2. degolada: di degolar il LR riporta due significati sotto un solo lemma: ‘précipiter, renverser’ (III, p. 418) e ‘décoller, couper la gorge’ (ibid., p. 419); il TdF, I, p. 714 separa la voce degoula ‘précipiter du haut d’une colline, démolir, ecc.’ (< COLLIS) da degoula ‘décoller, couper le cou’ (< COLLUM). La proposta di Mistral è accolta con formula dubitativa da Levy che separa i due verbi (SW, II, pp. 51-52, e cfr. PD, p. 108). Il FEW, II, p. 904 registra colar da COLLIS con il significato di ‘tirer en haut’ da cfr. con l’it. ant. collare ‘alzare le vele’ (Rinaldo d’Aquino, Già mai non mi conforto [Panvini 1994, p. 162], 3-4: «le navi son giute a porto / e [or] vogliono collare»; e cfr. Decameron, II 7,33) oppure ‘abbassarle [scil. le vele]’: si veda GDLI, III, p. 281. Il verbo italiano è fatto risalire al lat. volg. *COLLARE, prestito dal gr. kolázo ‘punire’ e rimanda all’atto di tirare la colla (corda) nella tortura: cfr. C. Battisti, G. Alessio, Dizionario etimologico italiano, vol. II, Firenze, Barbèra 1951, p. 1011, s.v. collare³. L’uso di degolar, nel senso di ‘precipitare, rovesciare’, è registrato in Marcabr 293,38 (XXXVIII; Perugi 1995, p. 67), 3: «[la fuoilla] que·l vens deromp e degola», imitato poi da ElCair 133,1 (I), 3-4: «si tot lo vens romp e degol’ e part / lo fuolh del ram [...]», e, con un senso simile a quello del nostro testo, da PCard 335,48 (LXIX), 19-20: «Dieu prec que trachors barrei / e los degol e los abais». Ad ogni modo, sia che degolar valga ‘abbassare’ e quindi, con valore figurato, ‘rovinare, distruggere’, sia che si connetta con il significato greco di ‘punire’, il senso del verbo non cambia nella sostanza. Zingarelli 1986 traduce «scannata», quindi «guasta» in Zingarelli 1899; Stroński ha «detruit» (p. 132).
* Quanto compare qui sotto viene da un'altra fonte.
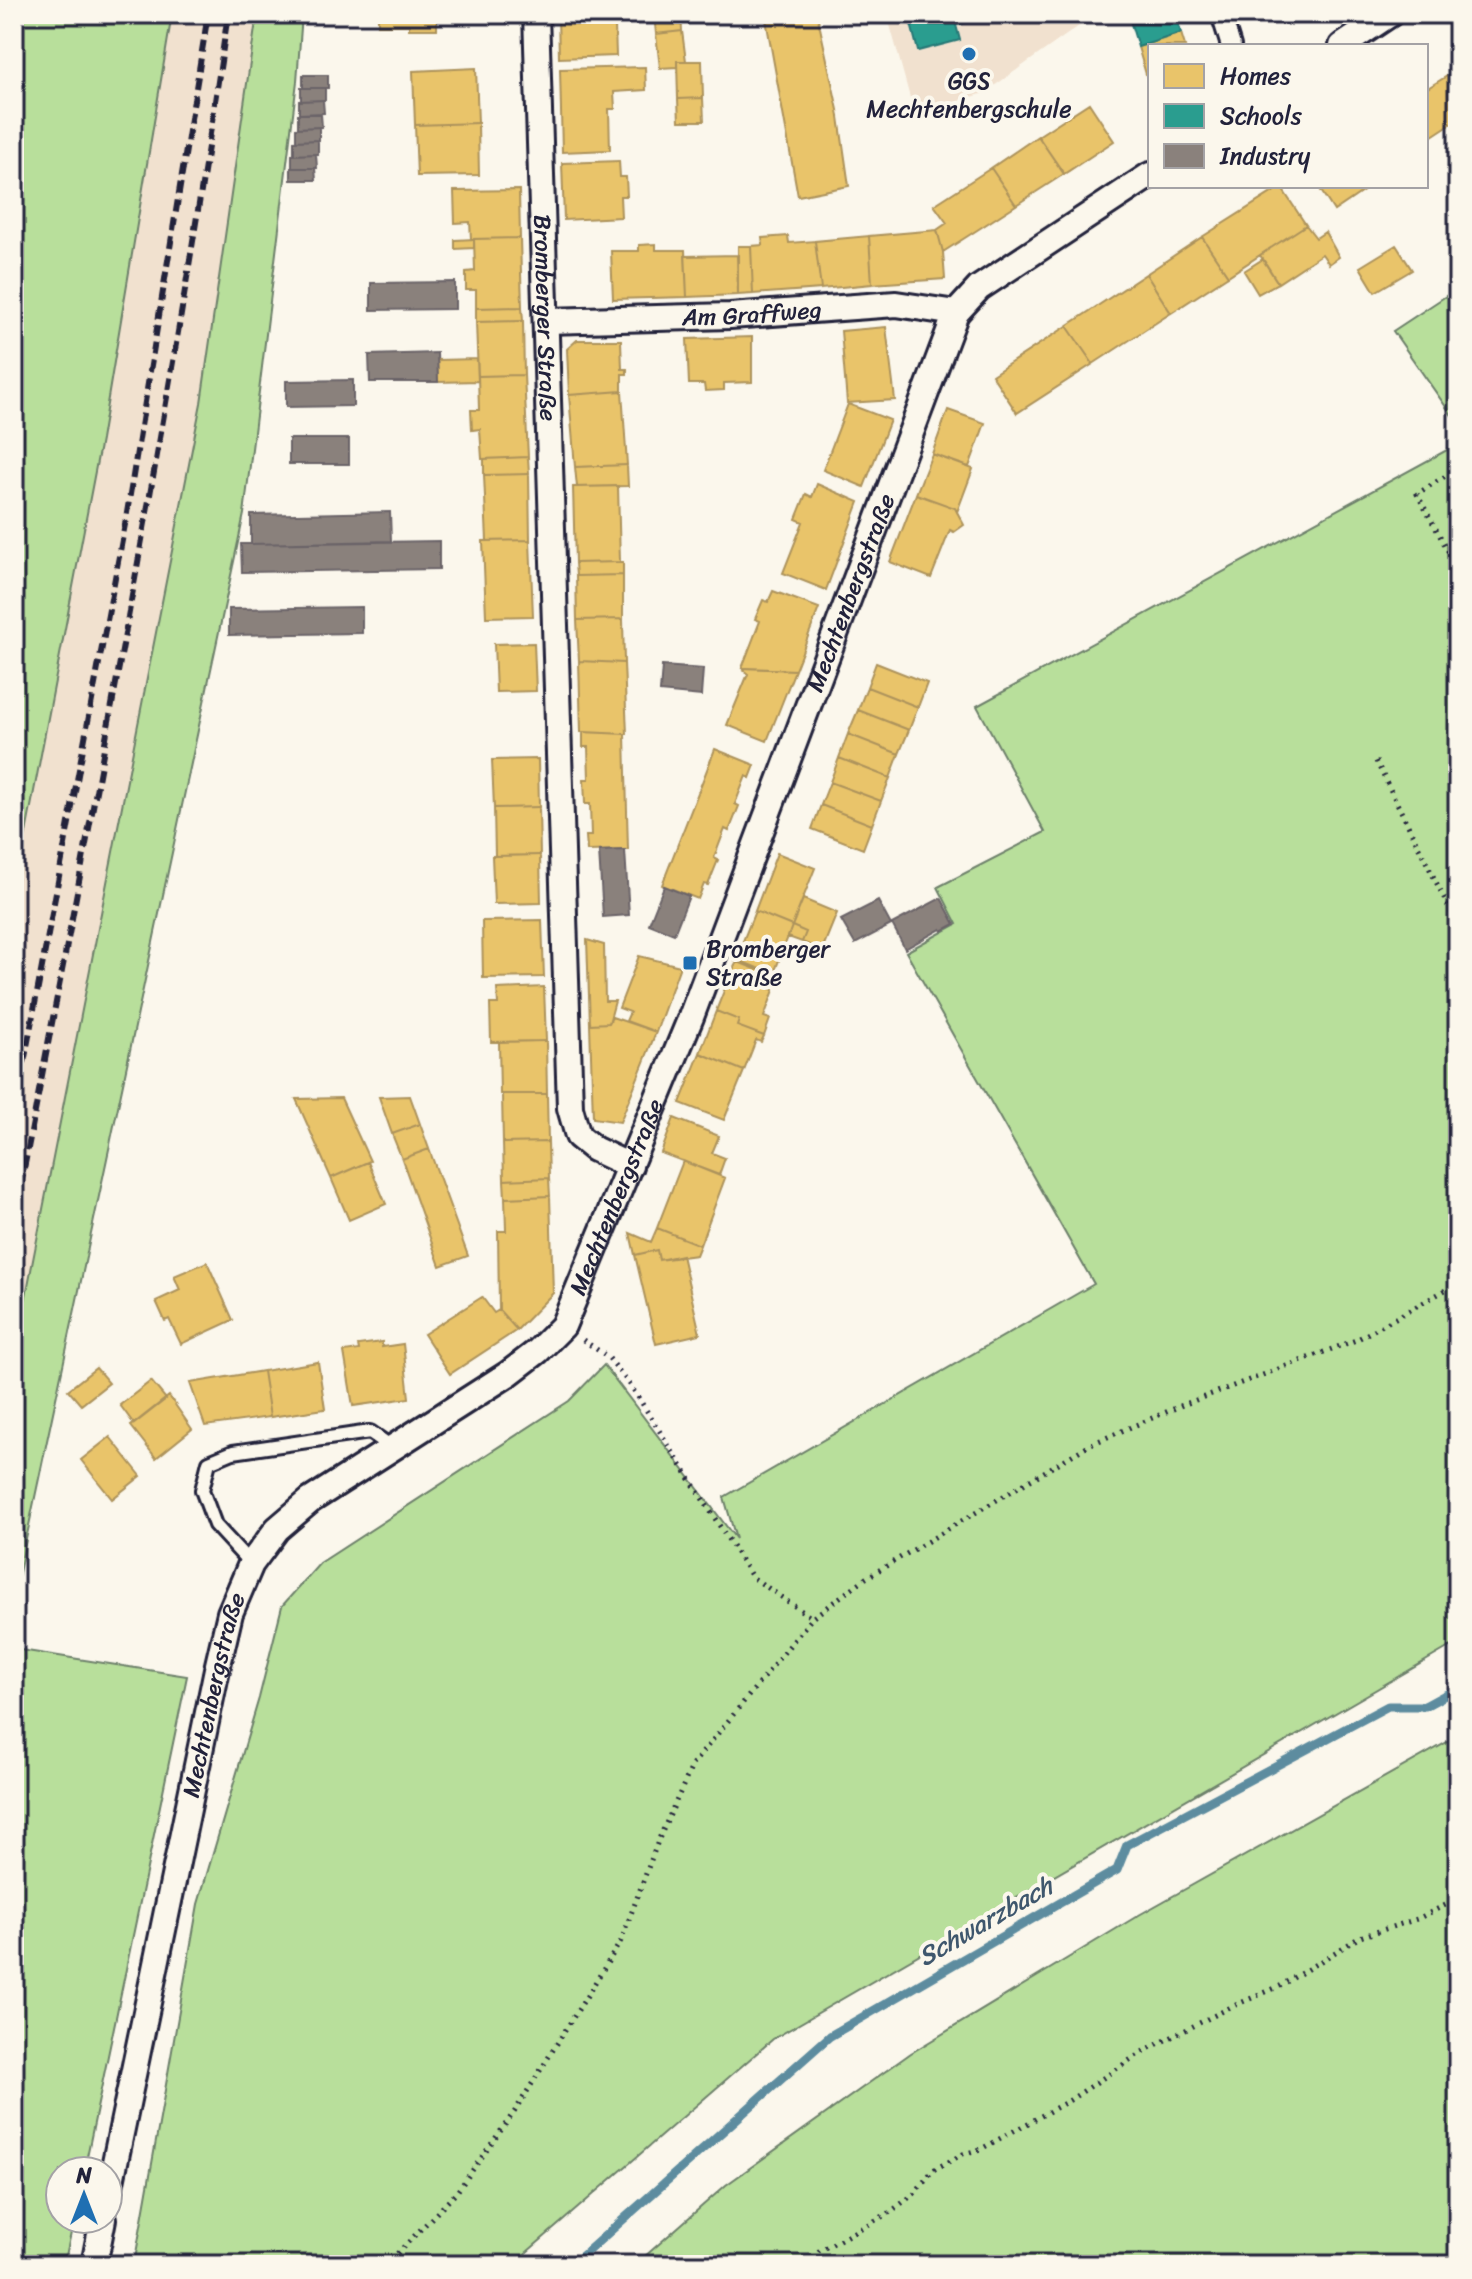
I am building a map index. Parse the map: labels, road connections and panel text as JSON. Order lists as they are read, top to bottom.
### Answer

5. Il ramo che si spezza senza sforzo equivale in metafora alla donna che cede facilmente all’amante, contravvenendo così alla norma cortese codificata nella lirica trobadorica. Il senso metaforico di franher è registrato nella tradizione manoscritta di BnVent 70,19 (XIX): Appel 1915 stampa ai vv. 37-38: «(Que) dreihz es que domna s’afranha / vas celui qui a cor d’amar», avvertendo che «Es kann auch dompa·s [sic] franha gelesen werden» (p. 112, n. 37).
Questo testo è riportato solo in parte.